WHAT IS REQUIRED:
Here are some records; copy every line that holds the word "main".
──────── RECORDS SUPPLIED ────────
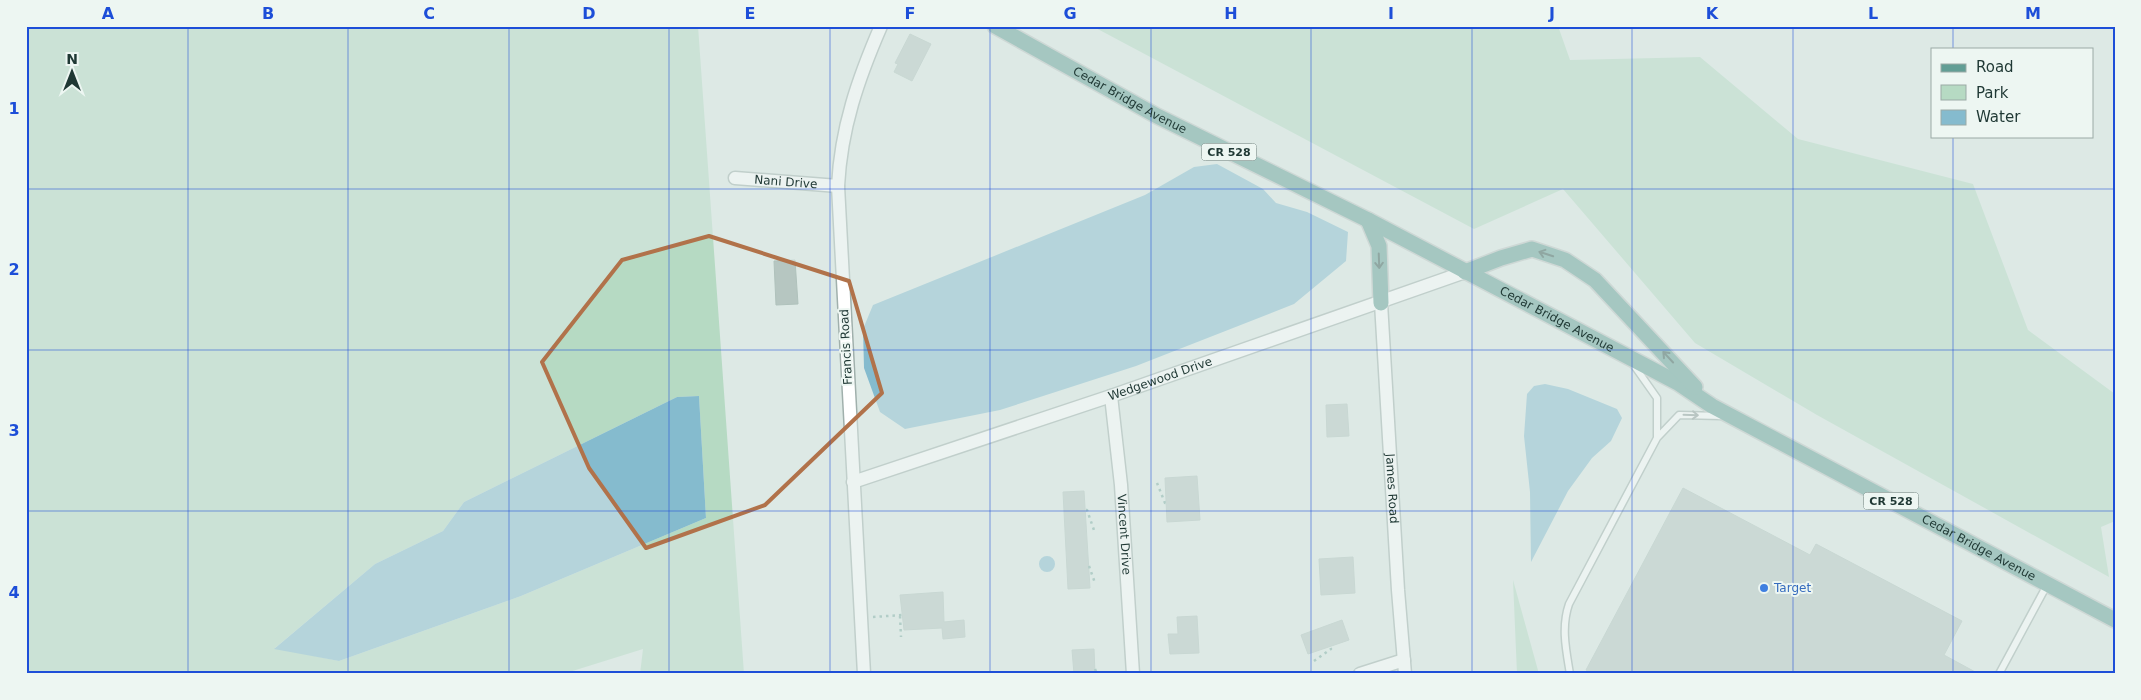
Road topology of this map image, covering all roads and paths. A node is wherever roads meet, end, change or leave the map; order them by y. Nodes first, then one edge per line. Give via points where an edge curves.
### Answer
1 (881, 26) edge
2 (995, 26) edge
3 (735, 178) dead end
4 (838, 186) junction
5 (1368, 220) junction
6 (1465, 272) junction
7 (1381, 303) junction
8 (1627, 356) junction
9 (1111, 396) junction
10 (1712, 406) junction
11 (1735, 417) junction
12 (1657, 438) junction
13 (853, 482) junction
14 (1157, 483) dead end
15 (1166, 503) dead end
16 (1086, 510) dead end
17 (1094, 533) dead end
18 (1089, 566) dead end
19 (1095, 584) dead end
20 (2047, 585) junction
21 (861, 618) junction
22 (2115, 620) edge
23 (901, 637) dead end
24 (1330, 647) dead end
25 (1404, 660) junction
26 (1314, 661) dead end
27 (1095, 669) dead end
28 (864, 674) edge
29 (1097, 674) edge
30 (1133, 674) edge
31 (1360, 674) edge
32 (1405, 674) edge
33 (1570, 674) edge
34 (2000, 674) edge

1 - 4 street, Francis Road via 846,122
2 - 5 main road, Cedar Bridge Avenue / CR 528 via 1156,116
3 - 4 street, Nani Drive
4 - 13 street, Francis Road
5 - 6 main road, Cedar Bridge Avenue / CR 528
5 -> 7 main road via 1379,246
6 - 7 street, Wedgewood Drive
6 - 8 main road, Cedar Bridge Avenue / CR 528
10 -> 6 main road via 1595,280 1565,260 1532,249
7 - 9 street, Wedgewood Drive
7 - 25 street, James Road
8 - 10 main road, Cedar Bridge Avenue / CR 528 via 1678,383
8 - 12 lane via 1657,398
9 - 13 street, Wedgewood Drive
9 - 30 street, Vincent Drive via 1121,485
10 - 11 main road, Cedar Bridge Avenue / CR 528
12 -> 11 lane via 1678,415
11 - 20 main road, Cedar Bridge Avenue / CR 528
12 - 33 lane via 1564,617
13 - 21 street, Francis Road
14 - 15 path
16 - 17 path
18 - 19 path
20 - 22 main road, Cedar Bridge Avenue / CR 528
20 - 34 lane
21 - 23 path via 901,616
21 - 28 street, Francis Road
24 - 26 path
25 - 31 street
25 - 32 street, James Road
27 - 29 path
────────
TASK SOLUTION:
2 - 5 main road, Cedar Bridge Avenue / CR 528 via 1156,116
5 - 6 main road, Cedar Bridge Avenue / CR 528
5 -> 7 main road via 1379,246
6 - 8 main road, Cedar Bridge Avenue / CR 528
10 -> 6 main road via 1595,280 1565,260 1532,249
8 - 10 main road, Cedar Bridge Avenue / CR 528 via 1678,383
10 - 11 main road, Cedar Bridge Avenue / CR 528
11 - 20 main road, Cedar Bridge Avenue / CR 528
20 - 22 main road, Cedar Bridge Avenue / CR 528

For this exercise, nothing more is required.